Bar code: 8427328435635
Fresh Sound Records has been synonymous with West Coast jazz since its inception back in 1983. Through the years, we have recorded many of the men who built the scene, outstanding soloists who have become part of the jazz history we know and love. Now we are back to the roots with this new branch of our New Talent series, dedicated to today's emerging generation of stalwarts, all hailing from California.
The Blue Whale club has been like a second home for many of us who dedicate our lives to creating and sharing music in Los Angeles and was also where I met Jordi Pujol for the first time. That night the Thelonious Monk Institute of Jazz Performance Program, which I had the privilege to be a part of, was presenting the last of a monthly concert residency at the LA jazz hub. At the time I was about to release my debut album ‘Be Nice’, and was contemplating releasing it through a label. You can imagine my surprise when Jordi came up to me after the concert and introduced himself. Growing up I remember listening to many of my favorite artists and their recordings on Fresh Sound, and I was very happy for the fortunate and unexpected meeting.
Jordi and I got together the next day and spoke about life, and the importance of music in the world. We ended up staying in touch even after he flew back to Spain, and a year later when Jordi came to visit Los Angeles again I invited him to a show I was playing that I had a feeling he might like. At the time, Josh Johnson and I were playing a weekly gig at a small bar in Los Angeles (with a piano-less quartet led by drummer Martin Diller). Josh has been one of my favorite musicians and closest friends since I moved to LA (he is also a Monk Institute alumnus) and getting to play and listen together every week was something that I was constantly looking forward to.

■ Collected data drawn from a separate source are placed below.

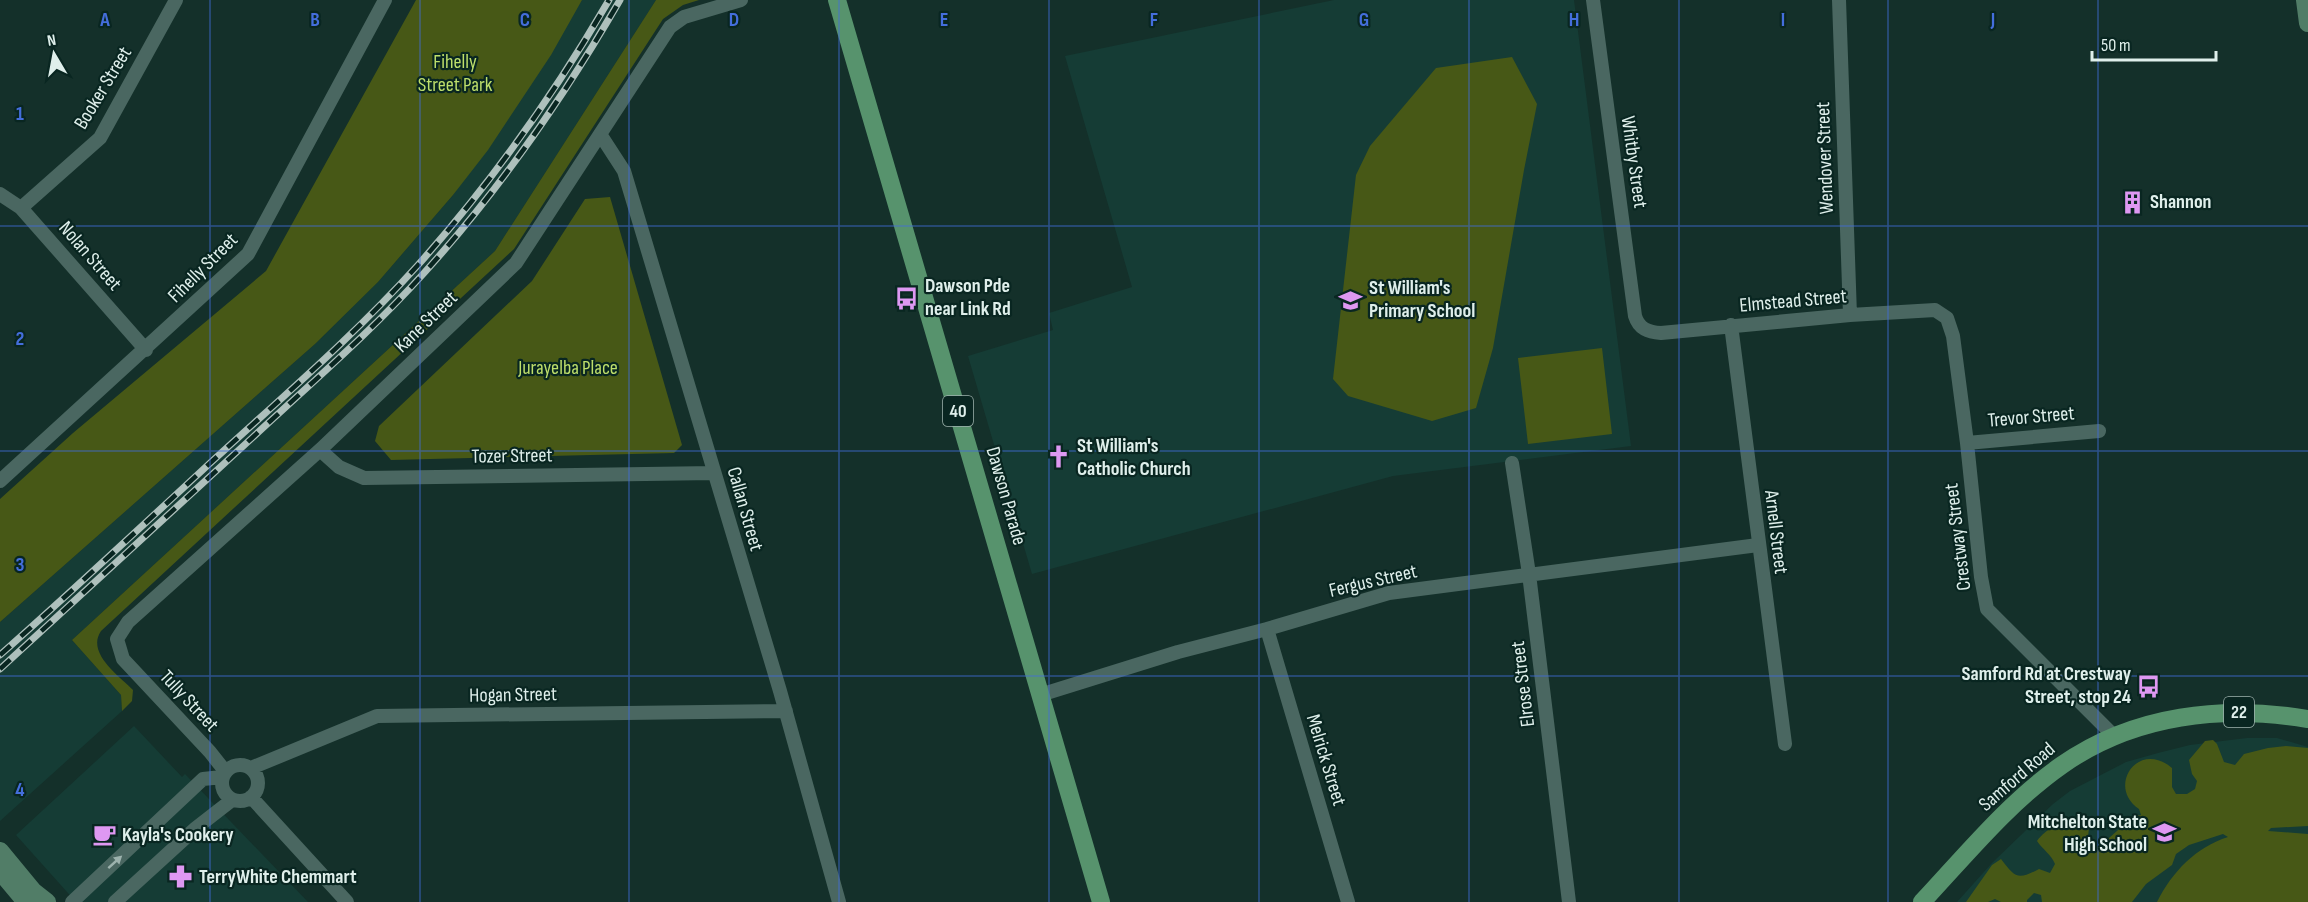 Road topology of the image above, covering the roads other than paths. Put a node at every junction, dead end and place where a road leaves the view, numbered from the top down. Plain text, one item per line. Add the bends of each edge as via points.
1 (176, 0) edge
2 (385, 0) edge
3 (741, 0) edge
4 (837, 0) edge
5 (1593, 0) edge
6 (1839, 0) edge
7 (2305, 0) edge
8 (2308, 23) edge
9 (600, 134) junction
10 (0, 194) edge
11 (21, 208) junction
12 (1850, 315) junction
13 (1947, 318) joint
14 (1731, 325) junction
15 (1641, 328) joint
16 (146, 350) junction
17 (2099, 431) dead end
18 (1967, 443) junction
19 (320, 450) junction
20 (1512, 463) dead end
21 (714, 472) junction
22 (0, 481) edge
23 (1758, 545) junction
24 (1529, 574) junction
25 (1267, 629) junction
26 (123, 658) joint
27 (1041, 695) junction
28 (786, 711) junction
29 (2308, 719) edge
30 (2115, 736) junction
31 (1785, 744) dead end
32 (251, 768) junction
33 (224, 774) junction
34 (251, 797) junction
35 (232, 800) junction
36 (0, 851) edge
37 (8, 882) edge
38 (26, 902) edge
39 (47, 902) edge
40 (72, 902) edge
41 (116, 902) edge
42 (347, 902) edge
43 (839, 902) edge
44 (1101, 902) edge
45 (1348, 902) edge
46 (1569, 902) edge
47 (1922, 902) edge

1 - 11 street, Booker Street via 100,138
2 - 16 street, Fihelly Street via 248,254
3 - 9 street, Kane Street via 684,17 670,27
4 - 27 main road, Dawson Parade / 40
5 - 15 street, Whitby Street via 1635,316
6 - 12 street, Wendover Street
7 - 8 street
9 - 19 street, Kane Street via 516,263
9 - 21 street, Callan Street via 624,171
10 - 11 street, Nolan Street
11 - 16 street, Nolan Street
12 - 13 street, Elmstead Street via 1935,310
12 - 14 street, Elmstead Street
13 - 18 street, Crestway Street via 1953,336
14 - 15 street, Elmstead Street via 1661,333
14 - 23 street, Arnell Street
16 - 22 street, Fihelly Street
17 - 18 street, Trevor Street
18 - 30 street, Crestway Street via 1987,609
19 - 21 street, Tozer Street via 339,467 364,478
19 - 26 street, Kane Street via 128,622 117,639
20 - 24 street, Elrose Street
21 - 28 street, Callan Street
23 - 24 street, Fergus Street
23 - 31 street, Arnell Street
24 - 25 street, Fergus Street via 1389,593
24 - 46 street, Elrose Street
25 - 27 street, Fergus Street
25 - 45 street, Melrick Street
26 - 33 street, Tully Street via 210,752
27 - 44 main road, Dawson Parade / 40
28 - 32 street, Hogan Street via 377,716
28 - 43 street, Callan Street
29 - 30 main road, Samford Road / 22 via 2252,712 2211,713 2169,719
30 - 47 main road, Samford Road / 22 via 2063,764 2034,787
32 - 33 street via 235,765
32 - 34 street via 258,783
33 - 35 street via 222,787
40 -> 33 street via 203,779
34 - 35 street
34 - 42 street
35 - 41 street
36 - 37 street
37 - 38 street
37 - 39 street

Jordi was very excited by the two saxophones quartet and the interplay and communication that were at the core of the music and asked that we record an album for Fresh Sound with the same band format - alto and tenor saxophones, bass, and drums. We recorded a few months later, choosing to focus on playing standards and songs by artists that we love, just like we would in our weekly gig. This album is a direct result of that initial meeting back in June 2016, and we hope you enjoy it. Thank you for listening
—Daniel Rotem & Josh Johnson
"Jordi Pujol’s Fresh Sound label is devoted, among other things, to documenting the creativity of jazz on the west coast of America. Rotem and Johnson are two of the brightest newish names on the Los Angeles scene. Each has a freshly rounded, cool yet charged sound along with a matching capacity for pliable thematic exposition in their phrasing. Overall, Sweet Stuff is an attractive document of the mature yet questing breadth and depth of their approach to both repertoire and group interplay.
The album title comes from a minor gem of a ballad by Horace Silver; Monk is here (We See, Let’s Cool One) and so is Herbie Hancock (Sonrisa), Benny Golson (Along Came Betty) and Ornette Coleman (When Will The Blues Leave?); Billy Strayhorn (Chelsea Bridge) and Joe Henderson (Serenity). Add in the standard All Or Nothing At All and you have just under 50 minutes of airily interwoven yet penetrating, finely crafted music to delight intellect and senses alike.
A little research on the two saxophonists revealed the diversely nurturing impact of Messrs (and Masters) Lester Young and Wayne Shorter, which should give you a fair idea of what to expect here. The absence of a piano serves both to free things up and to underline the literate awareness of four excellently attuned musicians.
There’s a lovely, spacey bounce to the grooves laid down by Boneham and Euman (hear the pizzicato-swung and brushes-caressed Betty, in particular) but the leaders can also get (poetically) abstract at times, as in their near-ethereal duo take on Hancock’s Sonrisa. The quartet’s lovely ride-out on Coleman’s take on the blues wraps things up to irresistible effect, concluding an album to which I aim to return many a time."